4.2AROMA 8/10 APPEARANCE 4/5 TASTE 8/10 PALATE 4/5 OVERALL 18/20
We beer geeks rarely mention how big of a role rumor and hype play into our beer-hunting, tasting
and judging processes. There are many beers out there that have made a name for themselves in the craft beer community through reputation alone, but then again there’s a fine line between word-of-mouth and hype. I was anxious to try Bell’s Hopslam Ale after seeing and reading rave reviews of it around the internet, but always wondered if it was genuine or at this point just hegemony. Now that I’ve actually tasted it I can understand why its regarded so highly, although I wouldn’t quite consider among the best of the best (but it IS excellent, though!).
APPEARANCE AND AROMA
Hopslam Ale pours to a very hazy body of marigold or tangerine orange. It’s difficult to tell how effervescent it is, although I’m guessing rather low as it produced a surprisingly small, off-white, soapy head (which lasted throughout the life of the beer and left some lacing on the glass).
The aroma is extremely inviting as it smells more like a tropical fruit juice than a beer.

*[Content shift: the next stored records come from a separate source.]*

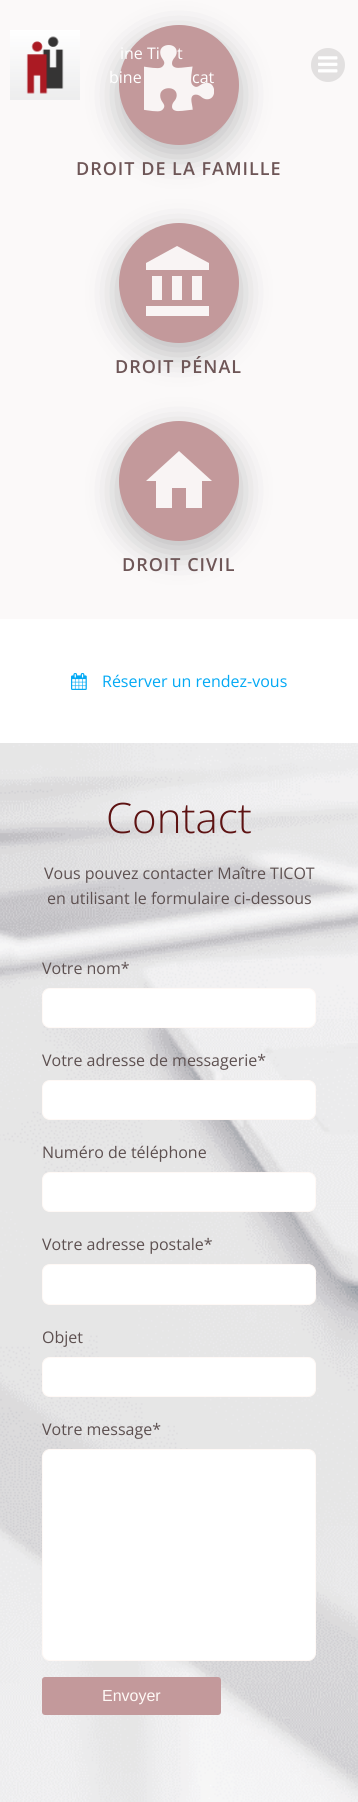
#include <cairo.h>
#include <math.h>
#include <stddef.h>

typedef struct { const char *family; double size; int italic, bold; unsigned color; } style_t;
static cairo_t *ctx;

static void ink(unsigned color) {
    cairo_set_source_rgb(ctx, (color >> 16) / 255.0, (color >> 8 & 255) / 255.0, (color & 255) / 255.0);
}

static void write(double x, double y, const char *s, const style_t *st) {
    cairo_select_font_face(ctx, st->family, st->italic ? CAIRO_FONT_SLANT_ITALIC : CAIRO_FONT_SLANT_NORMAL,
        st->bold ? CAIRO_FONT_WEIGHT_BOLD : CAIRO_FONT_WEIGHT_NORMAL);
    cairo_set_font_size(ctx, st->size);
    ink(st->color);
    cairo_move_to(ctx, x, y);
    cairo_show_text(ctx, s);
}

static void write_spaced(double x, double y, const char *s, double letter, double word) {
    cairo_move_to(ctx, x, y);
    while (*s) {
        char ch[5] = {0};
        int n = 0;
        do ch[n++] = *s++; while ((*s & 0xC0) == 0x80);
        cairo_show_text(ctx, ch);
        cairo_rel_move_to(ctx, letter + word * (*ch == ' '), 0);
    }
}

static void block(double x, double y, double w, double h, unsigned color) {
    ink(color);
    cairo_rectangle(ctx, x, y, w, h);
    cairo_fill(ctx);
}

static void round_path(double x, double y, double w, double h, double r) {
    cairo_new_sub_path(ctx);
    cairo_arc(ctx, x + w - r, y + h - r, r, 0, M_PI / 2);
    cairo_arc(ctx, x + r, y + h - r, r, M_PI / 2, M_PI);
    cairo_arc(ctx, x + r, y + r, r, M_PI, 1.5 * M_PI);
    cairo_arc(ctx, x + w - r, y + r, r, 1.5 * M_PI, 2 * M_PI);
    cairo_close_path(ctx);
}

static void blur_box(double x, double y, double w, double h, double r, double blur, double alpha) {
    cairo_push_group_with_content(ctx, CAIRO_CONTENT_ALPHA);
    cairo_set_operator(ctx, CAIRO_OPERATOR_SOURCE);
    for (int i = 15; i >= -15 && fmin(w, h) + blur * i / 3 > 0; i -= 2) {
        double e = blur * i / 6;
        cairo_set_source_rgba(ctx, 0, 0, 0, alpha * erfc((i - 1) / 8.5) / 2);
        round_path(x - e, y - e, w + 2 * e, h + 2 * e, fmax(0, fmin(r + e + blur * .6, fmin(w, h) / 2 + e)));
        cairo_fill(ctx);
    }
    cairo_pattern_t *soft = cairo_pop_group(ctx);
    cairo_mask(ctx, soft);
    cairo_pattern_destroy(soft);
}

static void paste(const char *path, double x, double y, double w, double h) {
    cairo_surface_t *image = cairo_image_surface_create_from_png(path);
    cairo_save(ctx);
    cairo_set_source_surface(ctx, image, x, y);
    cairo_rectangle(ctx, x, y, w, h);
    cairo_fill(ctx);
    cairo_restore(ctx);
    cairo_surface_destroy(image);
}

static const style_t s1 = {"Open Sans", 16, 0, 0, 0xffffff};
static const style_t s2 = {"Open Sans", 16, 0, 0, 0x03a9f4};
static const style_t s3 = {"Open Sans Light", 42, 0, 0, 0x5d1212};
static const style_t s4 = {"Open Sans", 16, 0, 0, 0x5d5050};
static const style_t s5 = {"Liberation Sans", 16, 0, 0, 0xfff9f6};

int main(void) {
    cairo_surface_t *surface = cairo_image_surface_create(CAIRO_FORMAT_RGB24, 358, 1802);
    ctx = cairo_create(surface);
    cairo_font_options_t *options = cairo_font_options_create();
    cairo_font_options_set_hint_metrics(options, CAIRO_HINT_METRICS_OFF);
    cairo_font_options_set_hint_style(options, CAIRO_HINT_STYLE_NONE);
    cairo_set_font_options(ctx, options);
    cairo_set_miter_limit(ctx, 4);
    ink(0xffffff);
    cairo_paint(ctx);
    block(0, 0, 358, 619, 0xfbf9f9);
    ink(0x313439);
    blur_box(117, 33, 124, 124, 62, 15, 0.3);
    paste("pic1.png", 10, 30, 70, 70);
    ink(0xc3999b);
    cairo_arc(ctx, 179, 85, 60, 0, 2 * M_PI);
    cairo_fill(ctx);
    paste("pic3.png", 144, 45, 70, 67);
    write(120, 59, "ine Ti", &s1);
    write(177, 59, "t", &s1);
    write(109, 83, "bine", &s1);
    write(192, 83, "cat", &s1);
    ink(0xe2e0e0);
    cairo_new_path(ctx);
    cairo_arc(ctx, 328, 65, 17, 0, 2 * M_PI);
    cairo_fill(ctx);
    paste("pic2.png", 318, 56, 20, 17);
    cairo_select_font_face(ctx, "Open Sans SemiBold", CAIRO_FONT_SLANT_NORMAL, CAIRO_FONT_WEIGHT_NORMAL);
    cairo_set_font_size(ctx, 18);
    ink(0x6e5657);
    write_spaced(76, 175, "DROIT DE LA FAMILLE", 1, 0);
    ink(0x313439);
    blur_box(117, 231, 124, 124, 62, 15, 0.3);
    ink(0xc3999b);
    cairo_arc(ctx, 179, 283, 60, 0, 2 * M_PI);
    cairo_fill(ctx);
    ink(0xf9f4f4);
    cairo_new_path(ctx);
    cairo_move_to(ctx, 177, 246);
    cairo_line_to(ctx, 209, 263);
    cairo_line_to(ctx, 209, 270);
    cairo_line_to(ctx, 146, 270);
    cairo_line_to(ctx, 146, 263);
    cairo_close_path(ctx);
    cairo_move_to(ctx, 192, 276);
    cairo_line_to(ctx, 202, 276);
    cairo_line_to(ctx, 202, 300);
    cairo_line_to(ctx, 192, 300);
    cairo_close_path(ctx);
    cairo_move_to(ctx, 146, 316);
    cairo_line_to(ctx, 146, 306);
    cairo_line_to(ctx, 209, 306);
    cairo_line_to(ctx, 209, 316);
    cairo_close_path(ctx);
    cairo_move_to(ctx, 172, 276);
    cairo_line_to(ctx, 182, 276);
    cairo_line_to(ctx, 182, 300);
    cairo_line_to(ctx, 172, 300);
    cairo_close_path(ctx);
    cairo_move_to(ctx, 152, 276);
    cairo_line_to(ctx, 162, 276);
    cairo_line_to(ctx, 162, 300);
    cairo_line_to(ctx, 152, 300);
    cairo_close_path(ctx);
    cairo_fill(ctx);
    ink(0x6e5657);
    write_spaced(115, 373, "DROIT PÉNAL", 1, 0);
    ink(0x313439);
    blur_box(117, 429, 124, 124, 62, 15, 0.3);
    ink(0xc3999b);
    cairo_arc(ctx, 179, 481, 60, 0, 2 * M_PI);
    cairo_fill(ctx);
    ink(0xf9f4f4);
    cairo_new_path(ctx);
    cairo_move_to(ctx, 172, 508);
    cairo_line_to(ctx, 156, 508);
    cairo_line_to(ctx, 156, 481);
    cairo_line_to(ctx, 146, 481);
    cairo_line_to(ctx, 179, 451);
    cairo_line_to(ctx, 212, 481);
    cairo_line_to(ctx, 202, 481);
    cairo_line_to(ctx, 202, 508);
    cairo_line_to(ctx, 186, 508);
    cairo_line_to(ctx, 186, 488);
    cairo_line_to(ctx, 172, 488);
    cairo_close_path(ctx);
    cairo_fill(ctx);
    ink(0x6e5657);
    write_spaced(122, 571, "DROIT CIVIL", 1, 0);
    paste("pic4.png", 71, 673, 16, 17);
    write(102, 687, "Réserver un rendez-vous", &s2);
    paste("pic5.png", 0, 743, 358, 1059);
    write(106, 833, "Contact", &s3);
    write(44, 879, "Vous pouvez contacter Maître TICOT", &s4);
    write(47, 904, "en utilisant le formulaire ci-dessous", &s4);
    write(42, 974, "Votre nom*", &s4);
    ink(0xffffff);
    round_path(42.5, 988.5, 273, 39, 7.5);
    cairo_fill_preserve(ctx);
    ink(0xfff9f6);
    cairo_set_line_width(ctx, 1);
    cairo_stroke(ctx);
    write(42, 1066, "Votre adresse de messagerie*", &s4);
    ink(0xffffff);
    round_path(42.5, 1080.5, 273, 39, 7.5);
    cairo_fill_preserve(ctx);
    ink(0xfff9f6);
    cairo_stroke(ctx);
    write(42, 1158, "Numéro de téléphone", &s4);
    ink(0xffffff);
    round_path(42.5, 1172.5, 273, 39, 7.5);
    cairo_fill_preserve(ctx);
    ink(0xfff9f6);
    cairo_stroke(ctx);
    write(42, 1250, "Votre adresse postale*", &s4);
    ink(0xffffff);
    round_path(42.5, 1264.5, 273, 40, 7.5);
    cairo_fill_preserve(ctx);
    ink(0xfff9f6);
    cairo_stroke(ctx);
    write(42, 1343, "Objet", &s4);
    ink(0xffffff);
    round_path(42.5, 1357.5, 273, 39, 7.5);
    cairo_fill_preserve(ctx);
    ink(0xfff9f6);
    cairo_stroke(ctx);
    write(42, 1435, "Votre message*", &s4);
    ink(0xffffff);
    round_path(42.5, 1449.5, 273, 211, 7.5);
    cairo_fill_preserve(ctx);
    ink(0xfff9f6);
    cairo_stroke(ctx);
    ink(0xc3999b);
    round_path(42, 1677, 179, 38, 3);
    cairo_fill(ctx);
    write(102, 1701, "Envoyer", &s5);
    cairo_surface_write_to_png(surface, "screenshot.png");
    cairo_font_options_destroy(options);
    cairo_destroy(ctx);
    cairo_surface_destroy(surface);
    return 0;
}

Grapefruit and orange seem to be the most predominant scents along with a slight piney resin character. For a beer as big as this is, there is zero alcohol present in the nose.

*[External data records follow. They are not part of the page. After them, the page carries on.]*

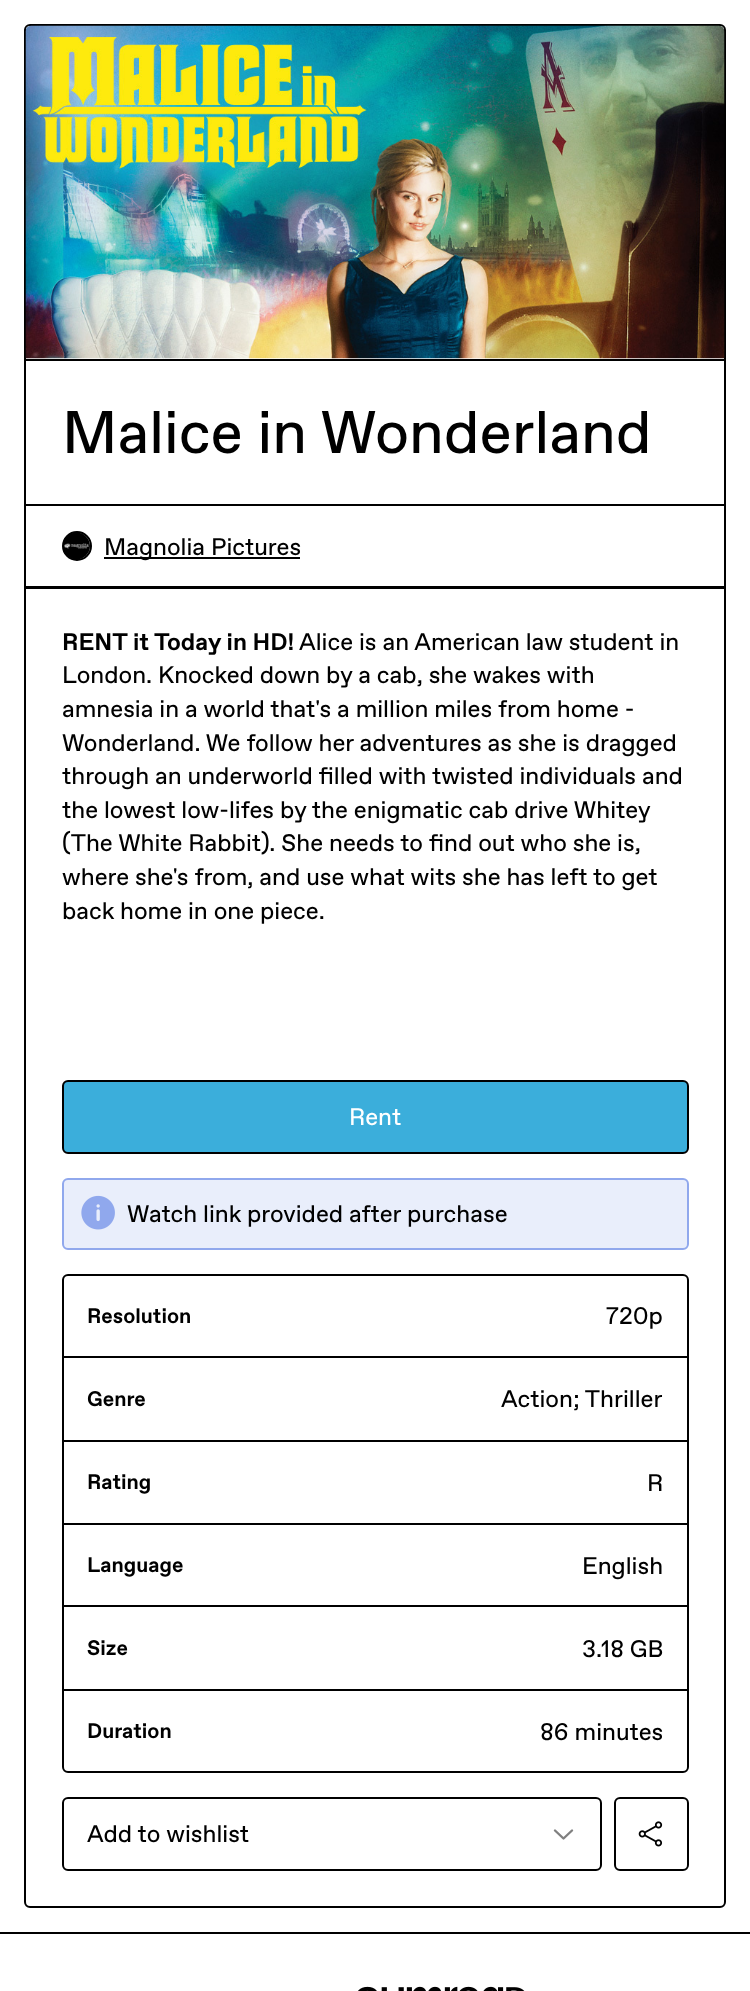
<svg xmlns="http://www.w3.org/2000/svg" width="750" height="1991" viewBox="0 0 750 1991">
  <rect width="100%" height="100%" fill="#ffffff"/>
  <rect x="0" y="1932" width="750" height="2" fill="#000000"/>
  <rect x="25" y="25" width="700" height="1882" rx="5" fill="none" stroke="#000000" stroke-width="2"/>
  <rect x="26" y="359" width="699" height="2" fill="#000000"/>
  <image x="25" y="25" width="700" height="334" href="img1.png"/>
  <text x="62" y="453" font-family="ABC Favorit" font-size="60" fill="#000000">Malice in Wonderland</text>
  <rect x="25" y="505" width="700" height="82" fill="none" stroke="#000000" stroke-width="2"/>
  <circle cx="77" cy="546" r="14" fill="none" stroke="#000000" stroke-width="2"/>
  <image x="64" y="533" width="26" height="26" href="img2.png"/>
  <rect x="104" y="557" width="196" height="2" fill="#000000"/>
  <text x="104" y="555" font-family="ABC Favorit" font-size="24" fill="#000000">Magnolia Pictures</text>
  <rect x="26" y="588" width="699" height="1" fill="#000000"/>
  <text x="62" y="650" font-family="ABC Favorit" font-size="24" font-weight="bold" fill="#000000">RENT it Today in HD!</text>
  <text x="299" y="650" font-family="ABC Favorit" font-size="24" fill="#000000">Alice is an American law student in</text>
  <text x="62" y="683" font-family="ABC Favorit" font-size="24" fill="#000000">London. Knocked down by a cab, she wakes with</text>
  <text x="62" y="717" font-family="ABC Favorit" font-size="24" fill="#000000">amnesia in a world that's a million miles from home -</text>
  <text x="62" y="751" font-family="ABC Favorit" font-size="24" fill="#000000">Wonderland. We follow her adventures as she is dragged</text>
  <text x="62" y="784" font-family="ABC Favorit" font-size="24" fill="#000000">through an underworld filled with twisted individuals and</text>
  <text x="62" y="818" font-family="ABC Favorit" font-size="24" fill="#000000">the lowest low-lifes by the enigmatic cab drive Whitey</text>
  <text x="62" y="851" font-family="ABC Favorit" font-size="24" fill="#000000">(The White Rabbit). She needs to find out who she is,</text>
  <text x="62" y="885" font-family="ABC Favorit" font-size="24" fill="#000000">where she's from, and use what wits she has left to get</text>
  <text x="62" y="919" font-family="ABC Favorit" font-size="24" fill="#000000">back home in one piece.</text>
  <rect x="63" y="1081" width="625" height="72" rx="5" fill="#3baedb" stroke="#000000" stroke-width="2"/>
  <text x="349" y="1125" font-family="ABC Favorit" font-size="24" fill="#ffffff">Rent</text>
  <rect x="63" y="1179" width="625" height="70" rx="5" fill="#e9eefb" stroke="#90a8ed" stroke-width="2"/>
  <image x="81" y="1195" width="34" height="35" href="img3.png"/>
  <text x="127" y="1222" font-family="ABC Favorit" font-size="24" fill="#000000">Watch link provided after purchase</text>
  <rect x="63" y="1275" width="625" height="497" rx="5" fill="none" stroke="#000000" stroke-width="2"/>
  <rect x="63" y="1356" width="624" height="2" fill="#000000"/>
  <text x="87" y="1323" font-family="ABC Favorit" font-size="21" font-weight="bold" fill="#000000">Resolution</text>
  <text x="606" y="1324" font-family="ABC Favorit" font-size="24" fill="#000000">720p</text>
  <rect x="63" y="1440" width="624" height="2" fill="#000000"/>
  <text x="87" y="1406" font-family="ABC Favorit" font-size="21" font-weight="bold" fill="#000000">Genre</text>
  <text x="501" y="1407" font-family="ABC Favorit" font-size="24" fill="#000000">Action; Thriller</text>
  <rect x="63" y="1523" width="624" height="2" fill="#000000"/>
  <text x="87" y="1489" font-family="ABC Favorit" font-size="21" font-weight="bold" fill="#000000">Rating</text>
  <text x="647" y="1491" font-family="ABC Favorit" font-size="24" fill="#000000">R</text>
  <rect x="63" y="1605" width="624" height="2" fill="#000000"/>
  <text x="87" y="1572" font-family="ABC Favorit" font-size="21" font-weight="bold" fill="#000000">Language</text>
  <text x="582" y="1574" font-family="ABC Favorit" font-size="24" fill="#000000">English</text>
  <rect x="63" y="1689" width="624" height="2" fill="#000000"/>
  <text x="87" y="1655" font-family="ABC Favorit" font-size="21" font-weight="bold" fill="#000000">Size</text>
  <text x="582" y="1657" font-family="ABC Favorit" font-size="24" fill="#000000">3.18 GB</text>
  <text x="87" y="1738" font-family="ABC Favorit" font-size="21" font-weight="bold" fill="#000000">Duration</text>
  <text x="540" y="1740" font-family="ABC Favorit" font-size="24" fill="#000000">86 minutes</text>
  <rect x="63" y="1798" width="538" height="72" rx="5" fill="none" stroke="#000000" stroke-width="2"/>
  <text x="87" y="1842" font-family="ABC Favorit" font-size="24" fill="#000000">Add to wishlist</text>
  <path d="M572 1830.5L563.5 1838.5L555 1830.5" fill="none" stroke="#808080" stroke-width="2.4" stroke-linecap="round" stroke-linejoin="round"/>
  <rect x="615" y="1798" width="73" height="72" rx="5" fill="none" stroke="#000000" stroke-width="2"/>
  <image x="638" y="1821" width="25" height="26" href="img4.png"/>
  <image x="358" y="1986" width="167" height="5" href="img5.png"/>
</svg>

One of my small pleasures in life is taking my first swig of a new IPA and loving the taste. That was definitely the case with Bell’s Hopslam Ale. Just as the aroma indicates the first flavor I notice is a tart citrusy, almost juice-like taste. It’s actually quite refreshing not unlike a cold glass of lemonade on a hot summer’s day.
The beer finishes with a slightly dry, honey-like malty sweetness. The aftertaste is strong with a noticeable pine and resin-like bitterness. Surprisingly, it does not dry out the tongue the way many standard IPAs tend to do. I’m not sure of the IBU rating for this beer but I’d estimate it’s in the 60s or 70s as the bitterness is quite strong, but seems to back off on the way down.
I’m actually a little surprised the hops do not linger here. I’m also surprised the citrus flavors quickly fade and the palette becomes almost exclusively pine-like. It’s definitely a satisfying taste but it doesn’t exactly knock my socks off the way the word on the street implied it would.
I like a good "double IPA" which tends to weigh in at 8-9% ABV, but anything above that tends to border on the obese. Potent beers aren’t known for their drinkability, but Bell’s Hopslam could signal a change in the direction for brewers who want intense flavor and big body without sacrificing drinkability.
If it wasn’t public knowledge I’d bet the average drinker would not guess this beer is actually 10% ABV. There’s only a touch of warmth as the beer finishes, but it doesn’t leave a boozy aftertaste the way many bigger beers tend to do. Additionally, the mouthfeel is remarkably lighter and thinner than some standard IPAs and goes down very smooth.
There’s a heck of a lot to like about Bell’s Hopslam Ale from the great taste to the high drinkability, so I can certainly understand why it receives a 100 on Rate Beer and an A on Beer Advocate. Personally, this isn’t an all-time great for me but it was very satisfying and I think that would be true for almost every beer drinker out there.